Dataset excerpts: Begin

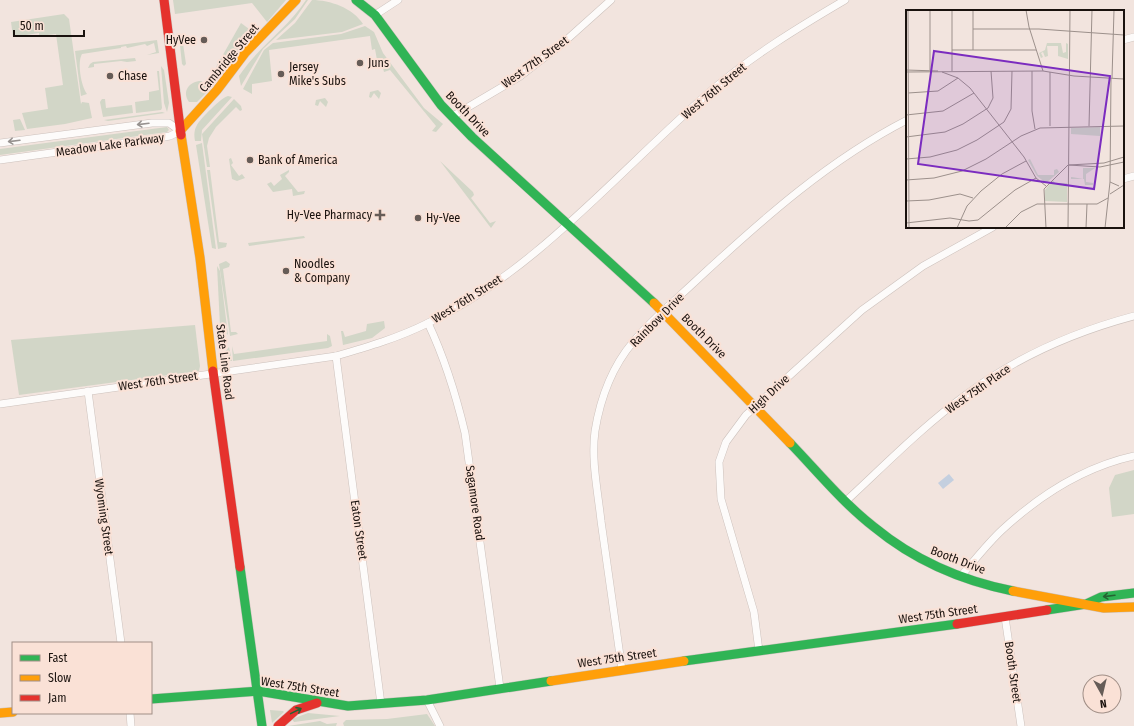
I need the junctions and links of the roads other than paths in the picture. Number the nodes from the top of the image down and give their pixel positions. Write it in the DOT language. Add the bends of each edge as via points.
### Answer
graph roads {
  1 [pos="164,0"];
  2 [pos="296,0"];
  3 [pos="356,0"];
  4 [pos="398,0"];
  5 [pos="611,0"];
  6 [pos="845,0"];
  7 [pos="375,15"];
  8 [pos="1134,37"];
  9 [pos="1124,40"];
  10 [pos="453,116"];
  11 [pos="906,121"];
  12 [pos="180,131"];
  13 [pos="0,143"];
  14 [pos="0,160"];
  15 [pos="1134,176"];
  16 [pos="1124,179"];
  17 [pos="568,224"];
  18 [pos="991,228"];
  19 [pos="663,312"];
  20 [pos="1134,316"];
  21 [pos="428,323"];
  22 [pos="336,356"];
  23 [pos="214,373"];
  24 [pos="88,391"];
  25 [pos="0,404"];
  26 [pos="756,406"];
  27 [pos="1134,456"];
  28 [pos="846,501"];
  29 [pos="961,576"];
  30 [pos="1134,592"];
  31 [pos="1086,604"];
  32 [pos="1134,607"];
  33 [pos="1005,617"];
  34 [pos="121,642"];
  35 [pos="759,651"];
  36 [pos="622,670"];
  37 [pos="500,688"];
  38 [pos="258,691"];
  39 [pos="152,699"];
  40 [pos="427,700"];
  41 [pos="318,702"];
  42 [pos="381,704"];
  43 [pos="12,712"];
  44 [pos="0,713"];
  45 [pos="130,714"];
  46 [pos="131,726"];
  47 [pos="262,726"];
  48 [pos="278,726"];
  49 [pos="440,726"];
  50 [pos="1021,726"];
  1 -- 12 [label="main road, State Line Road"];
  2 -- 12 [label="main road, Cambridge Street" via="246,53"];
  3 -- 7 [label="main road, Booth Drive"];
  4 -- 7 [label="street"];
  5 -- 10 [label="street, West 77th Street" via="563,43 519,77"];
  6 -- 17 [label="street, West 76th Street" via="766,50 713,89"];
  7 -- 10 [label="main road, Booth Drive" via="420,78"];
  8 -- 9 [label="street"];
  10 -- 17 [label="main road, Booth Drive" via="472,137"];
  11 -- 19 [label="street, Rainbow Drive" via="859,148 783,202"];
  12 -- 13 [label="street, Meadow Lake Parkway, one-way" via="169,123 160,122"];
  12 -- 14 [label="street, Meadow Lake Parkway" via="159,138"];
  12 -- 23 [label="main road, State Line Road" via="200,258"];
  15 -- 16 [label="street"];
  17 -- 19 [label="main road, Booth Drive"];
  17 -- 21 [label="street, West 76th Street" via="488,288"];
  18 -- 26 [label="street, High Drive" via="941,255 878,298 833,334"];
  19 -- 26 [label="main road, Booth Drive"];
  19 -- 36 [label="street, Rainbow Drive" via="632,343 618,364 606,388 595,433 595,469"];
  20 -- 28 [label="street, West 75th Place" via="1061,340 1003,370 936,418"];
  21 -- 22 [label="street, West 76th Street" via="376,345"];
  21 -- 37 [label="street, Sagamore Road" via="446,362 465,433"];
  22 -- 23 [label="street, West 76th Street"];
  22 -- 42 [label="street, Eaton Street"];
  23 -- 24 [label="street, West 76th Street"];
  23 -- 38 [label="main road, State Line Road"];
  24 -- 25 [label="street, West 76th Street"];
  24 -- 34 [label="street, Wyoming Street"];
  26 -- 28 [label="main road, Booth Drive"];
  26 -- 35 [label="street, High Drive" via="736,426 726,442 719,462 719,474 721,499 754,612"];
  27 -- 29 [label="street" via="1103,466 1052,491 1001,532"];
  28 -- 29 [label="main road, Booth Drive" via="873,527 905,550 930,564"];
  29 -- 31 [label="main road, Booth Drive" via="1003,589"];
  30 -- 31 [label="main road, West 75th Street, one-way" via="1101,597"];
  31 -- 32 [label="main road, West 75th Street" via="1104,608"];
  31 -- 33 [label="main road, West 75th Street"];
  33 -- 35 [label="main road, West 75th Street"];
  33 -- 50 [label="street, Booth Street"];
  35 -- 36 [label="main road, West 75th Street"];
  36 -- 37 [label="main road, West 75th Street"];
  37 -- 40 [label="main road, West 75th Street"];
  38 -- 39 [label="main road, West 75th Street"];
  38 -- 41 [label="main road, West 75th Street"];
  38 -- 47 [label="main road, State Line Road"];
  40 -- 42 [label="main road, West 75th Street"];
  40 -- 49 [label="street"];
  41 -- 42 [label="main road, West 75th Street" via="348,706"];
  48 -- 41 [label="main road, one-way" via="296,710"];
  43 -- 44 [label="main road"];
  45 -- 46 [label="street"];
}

Dataset excerpts: End

- [Activity] Return all lines in the entries above that carry the word "State".

- [Exercise response]
  1 -- 12 [label="main road, State Line Road"];
  12 -- 23 [label="main road, State Line Road" via="200,258"];
  23 -- 38 [label="main road, State Line Road"];
  38 -- 47 [label="main road, State Line Road"];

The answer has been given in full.